The paragraph above can be read as an early statement of what Garfinkel later termed “The Shop Floor Problem”.Generic descriptions (be they narrative, typological, or statistical correlations) of even well characterized social phenomena (factory floors, mask wearing, family organization) inevitably miss the local procedures which constitute these phenomena. Garfinkel’s reminder that a formal account of a shop floor and the lived realities of this shop floor are not the same, echo Boas’ argument that like effects do not necessarily spring from like causes. While human nature may be uniform, as Boas noted, at the level of “the disposition of men to act suitably” what counts as suitable in social life is a question that can only be answered by recourse to the cautious and detailed descriptions both Boas and Garfinkel demanded.
I think the phrase “dynamic change” is apt for another reason as well. When Boas attract the spurious label historical particularist (Harris 1968) it came via a gross misreading of a subtle point made by Boas about the interplay between two types of scientific knowledge.
In The Study of Geography, Boas (1886) drew a distinction between physics and cosmology. That is, between an aesthetic ordering of discrete items of knowledge into a larger set and the affective feeling that comes with the understanding of one particular thing. Readers of this article often mistake the analytic term cosmological for “historical” in the 19th century sense of ideographic inquiry, but I would argue a more accurate reading of cosmological is “Natural History” in the Darwinian sense implying both a style of work (detailed observation) and a set of conceptual concerns (the ongoing interaction between events, people, environment, etc..).
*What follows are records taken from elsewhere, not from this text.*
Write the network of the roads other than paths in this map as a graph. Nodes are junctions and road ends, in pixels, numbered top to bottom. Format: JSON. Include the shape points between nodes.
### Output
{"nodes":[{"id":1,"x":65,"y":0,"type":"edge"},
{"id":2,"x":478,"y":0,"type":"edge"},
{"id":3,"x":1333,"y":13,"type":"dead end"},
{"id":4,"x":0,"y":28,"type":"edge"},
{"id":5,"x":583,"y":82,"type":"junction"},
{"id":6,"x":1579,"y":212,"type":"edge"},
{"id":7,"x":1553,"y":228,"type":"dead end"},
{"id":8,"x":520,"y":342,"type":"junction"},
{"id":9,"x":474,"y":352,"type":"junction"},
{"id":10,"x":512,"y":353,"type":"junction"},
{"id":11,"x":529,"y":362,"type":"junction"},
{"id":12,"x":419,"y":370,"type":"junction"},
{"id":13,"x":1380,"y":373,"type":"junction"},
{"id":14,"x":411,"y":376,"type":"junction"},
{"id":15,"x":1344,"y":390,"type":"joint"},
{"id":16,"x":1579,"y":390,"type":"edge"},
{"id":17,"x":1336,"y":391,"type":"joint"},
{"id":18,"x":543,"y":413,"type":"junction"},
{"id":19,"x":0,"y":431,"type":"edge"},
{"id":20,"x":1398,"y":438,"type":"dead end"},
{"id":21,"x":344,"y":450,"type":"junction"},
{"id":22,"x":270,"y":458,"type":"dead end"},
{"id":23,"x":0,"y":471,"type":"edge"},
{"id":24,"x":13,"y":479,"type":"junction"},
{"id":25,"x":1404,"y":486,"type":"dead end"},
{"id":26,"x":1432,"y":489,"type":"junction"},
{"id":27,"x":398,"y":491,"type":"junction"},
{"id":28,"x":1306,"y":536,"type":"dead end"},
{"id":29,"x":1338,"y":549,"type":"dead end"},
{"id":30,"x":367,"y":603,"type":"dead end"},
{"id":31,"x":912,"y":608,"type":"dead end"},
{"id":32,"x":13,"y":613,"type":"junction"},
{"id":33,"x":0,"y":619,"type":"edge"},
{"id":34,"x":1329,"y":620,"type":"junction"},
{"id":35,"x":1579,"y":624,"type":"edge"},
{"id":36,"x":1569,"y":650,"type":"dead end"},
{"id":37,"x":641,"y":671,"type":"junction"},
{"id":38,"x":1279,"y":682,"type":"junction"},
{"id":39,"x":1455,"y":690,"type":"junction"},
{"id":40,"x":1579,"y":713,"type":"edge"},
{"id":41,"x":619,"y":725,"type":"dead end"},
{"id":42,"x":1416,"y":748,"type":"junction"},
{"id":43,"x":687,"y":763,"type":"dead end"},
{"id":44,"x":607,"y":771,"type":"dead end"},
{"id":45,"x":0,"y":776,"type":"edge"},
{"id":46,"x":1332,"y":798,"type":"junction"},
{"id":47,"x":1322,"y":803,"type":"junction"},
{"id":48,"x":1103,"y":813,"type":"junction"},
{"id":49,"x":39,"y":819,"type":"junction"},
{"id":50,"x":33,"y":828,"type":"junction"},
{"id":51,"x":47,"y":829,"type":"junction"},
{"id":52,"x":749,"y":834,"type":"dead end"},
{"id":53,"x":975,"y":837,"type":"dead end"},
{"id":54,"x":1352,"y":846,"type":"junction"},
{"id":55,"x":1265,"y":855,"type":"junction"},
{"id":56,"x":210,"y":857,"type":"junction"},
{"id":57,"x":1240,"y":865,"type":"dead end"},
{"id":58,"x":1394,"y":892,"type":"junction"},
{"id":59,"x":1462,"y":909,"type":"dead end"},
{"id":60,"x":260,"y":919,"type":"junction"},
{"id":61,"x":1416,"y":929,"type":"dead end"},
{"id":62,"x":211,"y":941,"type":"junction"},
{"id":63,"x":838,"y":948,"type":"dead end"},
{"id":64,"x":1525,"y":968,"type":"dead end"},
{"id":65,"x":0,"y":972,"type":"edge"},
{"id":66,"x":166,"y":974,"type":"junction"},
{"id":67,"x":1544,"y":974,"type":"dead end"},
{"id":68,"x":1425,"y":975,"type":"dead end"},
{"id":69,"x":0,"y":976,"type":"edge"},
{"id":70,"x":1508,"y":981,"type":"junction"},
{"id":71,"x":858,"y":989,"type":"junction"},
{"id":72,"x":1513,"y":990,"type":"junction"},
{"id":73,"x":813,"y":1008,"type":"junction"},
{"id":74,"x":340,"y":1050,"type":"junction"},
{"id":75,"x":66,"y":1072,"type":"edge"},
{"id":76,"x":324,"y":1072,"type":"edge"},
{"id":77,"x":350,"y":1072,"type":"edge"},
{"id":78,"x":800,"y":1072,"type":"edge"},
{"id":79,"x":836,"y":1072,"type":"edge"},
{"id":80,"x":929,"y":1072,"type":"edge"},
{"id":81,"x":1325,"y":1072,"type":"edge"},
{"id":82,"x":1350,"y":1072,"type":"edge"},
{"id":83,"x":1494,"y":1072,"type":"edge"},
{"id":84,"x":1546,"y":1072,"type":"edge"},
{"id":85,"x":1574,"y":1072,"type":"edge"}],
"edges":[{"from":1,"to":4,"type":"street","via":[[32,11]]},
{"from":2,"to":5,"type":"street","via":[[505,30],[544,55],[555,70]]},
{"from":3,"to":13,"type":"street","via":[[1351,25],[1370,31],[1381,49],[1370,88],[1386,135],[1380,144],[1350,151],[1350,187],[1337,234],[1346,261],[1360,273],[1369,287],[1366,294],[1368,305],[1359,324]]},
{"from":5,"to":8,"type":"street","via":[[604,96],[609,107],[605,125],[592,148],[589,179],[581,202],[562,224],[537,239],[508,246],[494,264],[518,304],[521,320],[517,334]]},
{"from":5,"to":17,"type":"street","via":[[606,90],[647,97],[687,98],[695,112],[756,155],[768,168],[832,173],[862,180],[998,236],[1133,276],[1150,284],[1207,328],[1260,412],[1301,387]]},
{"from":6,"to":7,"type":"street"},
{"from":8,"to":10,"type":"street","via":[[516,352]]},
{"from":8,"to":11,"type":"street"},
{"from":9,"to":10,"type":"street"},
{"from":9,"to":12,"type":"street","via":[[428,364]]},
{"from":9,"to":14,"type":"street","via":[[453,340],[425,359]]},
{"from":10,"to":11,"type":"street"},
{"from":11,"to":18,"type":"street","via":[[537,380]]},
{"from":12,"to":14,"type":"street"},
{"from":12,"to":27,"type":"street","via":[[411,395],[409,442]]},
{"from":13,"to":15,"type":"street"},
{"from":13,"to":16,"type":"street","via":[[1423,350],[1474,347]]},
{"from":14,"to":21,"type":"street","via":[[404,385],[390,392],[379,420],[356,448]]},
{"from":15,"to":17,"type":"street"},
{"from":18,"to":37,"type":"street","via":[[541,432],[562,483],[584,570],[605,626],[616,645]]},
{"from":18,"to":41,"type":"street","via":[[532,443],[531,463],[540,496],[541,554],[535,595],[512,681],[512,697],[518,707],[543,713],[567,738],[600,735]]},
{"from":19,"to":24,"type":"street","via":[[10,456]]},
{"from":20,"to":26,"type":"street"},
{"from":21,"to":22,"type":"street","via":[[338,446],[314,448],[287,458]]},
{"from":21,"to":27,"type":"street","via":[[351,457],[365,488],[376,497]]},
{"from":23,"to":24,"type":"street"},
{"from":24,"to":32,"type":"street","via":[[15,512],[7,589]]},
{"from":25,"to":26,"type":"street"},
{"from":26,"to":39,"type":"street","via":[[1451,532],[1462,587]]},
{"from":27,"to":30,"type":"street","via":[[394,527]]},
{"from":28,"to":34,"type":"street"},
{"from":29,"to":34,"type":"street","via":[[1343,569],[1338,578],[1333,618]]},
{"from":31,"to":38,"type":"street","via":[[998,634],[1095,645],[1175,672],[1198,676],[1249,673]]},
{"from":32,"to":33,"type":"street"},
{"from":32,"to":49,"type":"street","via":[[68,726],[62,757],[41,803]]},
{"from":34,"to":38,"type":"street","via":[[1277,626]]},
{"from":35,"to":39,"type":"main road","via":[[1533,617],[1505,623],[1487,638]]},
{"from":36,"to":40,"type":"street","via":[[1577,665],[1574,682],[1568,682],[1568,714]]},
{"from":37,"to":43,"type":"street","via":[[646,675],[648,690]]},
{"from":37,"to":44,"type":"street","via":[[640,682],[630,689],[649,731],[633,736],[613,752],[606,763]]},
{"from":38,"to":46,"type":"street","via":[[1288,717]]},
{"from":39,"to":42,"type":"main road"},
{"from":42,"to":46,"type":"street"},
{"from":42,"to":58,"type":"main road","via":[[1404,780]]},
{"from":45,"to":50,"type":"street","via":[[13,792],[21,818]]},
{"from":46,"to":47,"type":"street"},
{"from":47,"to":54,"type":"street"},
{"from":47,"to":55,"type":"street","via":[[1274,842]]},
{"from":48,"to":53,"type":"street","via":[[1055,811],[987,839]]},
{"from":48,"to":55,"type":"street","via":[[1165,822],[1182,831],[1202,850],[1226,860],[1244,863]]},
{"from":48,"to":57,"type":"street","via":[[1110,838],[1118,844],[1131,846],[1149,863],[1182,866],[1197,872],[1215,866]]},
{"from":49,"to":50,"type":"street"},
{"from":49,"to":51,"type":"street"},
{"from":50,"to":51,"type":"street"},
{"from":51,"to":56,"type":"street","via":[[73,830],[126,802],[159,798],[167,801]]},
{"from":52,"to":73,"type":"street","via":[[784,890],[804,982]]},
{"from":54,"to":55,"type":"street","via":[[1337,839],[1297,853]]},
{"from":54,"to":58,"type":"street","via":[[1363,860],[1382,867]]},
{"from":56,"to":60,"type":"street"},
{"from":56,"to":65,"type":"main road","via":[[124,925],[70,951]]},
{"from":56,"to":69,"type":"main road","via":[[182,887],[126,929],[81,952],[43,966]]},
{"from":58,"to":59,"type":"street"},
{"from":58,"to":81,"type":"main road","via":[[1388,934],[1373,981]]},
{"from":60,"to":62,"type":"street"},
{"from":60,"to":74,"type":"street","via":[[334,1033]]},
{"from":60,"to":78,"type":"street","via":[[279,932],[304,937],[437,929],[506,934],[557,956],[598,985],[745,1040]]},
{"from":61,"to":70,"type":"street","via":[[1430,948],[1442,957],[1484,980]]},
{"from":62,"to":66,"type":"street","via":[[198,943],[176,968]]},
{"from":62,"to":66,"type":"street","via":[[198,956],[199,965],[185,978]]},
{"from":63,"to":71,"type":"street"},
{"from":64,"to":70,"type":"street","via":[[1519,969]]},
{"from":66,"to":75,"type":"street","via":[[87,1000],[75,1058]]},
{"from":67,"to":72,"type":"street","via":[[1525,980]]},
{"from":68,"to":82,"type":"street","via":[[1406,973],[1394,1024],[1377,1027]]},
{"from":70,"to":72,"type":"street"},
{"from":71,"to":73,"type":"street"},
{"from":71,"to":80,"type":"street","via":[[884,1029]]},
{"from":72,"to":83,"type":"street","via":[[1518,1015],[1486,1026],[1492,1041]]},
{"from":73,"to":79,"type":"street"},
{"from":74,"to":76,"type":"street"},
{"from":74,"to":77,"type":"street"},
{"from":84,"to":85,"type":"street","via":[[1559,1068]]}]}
The Natural History Method appears periodically in the anthropological literature. Kimball (1955, 1960) called for it as a corrective to the static character of community studies and Bateson employed it throughout his career from Naven onto his work with the Palo Alto group of interactionists. EM/CA also works when understood as a natural history approach to social phenomena and a corrective to Parson’s static typologies. It is easy to see Agnes as a natural history of gender or Sack’s work on jokes as the natural history of a joke.
The more difficult part is making explicit the alternative grounds over which to generalize, but the task is not impossible.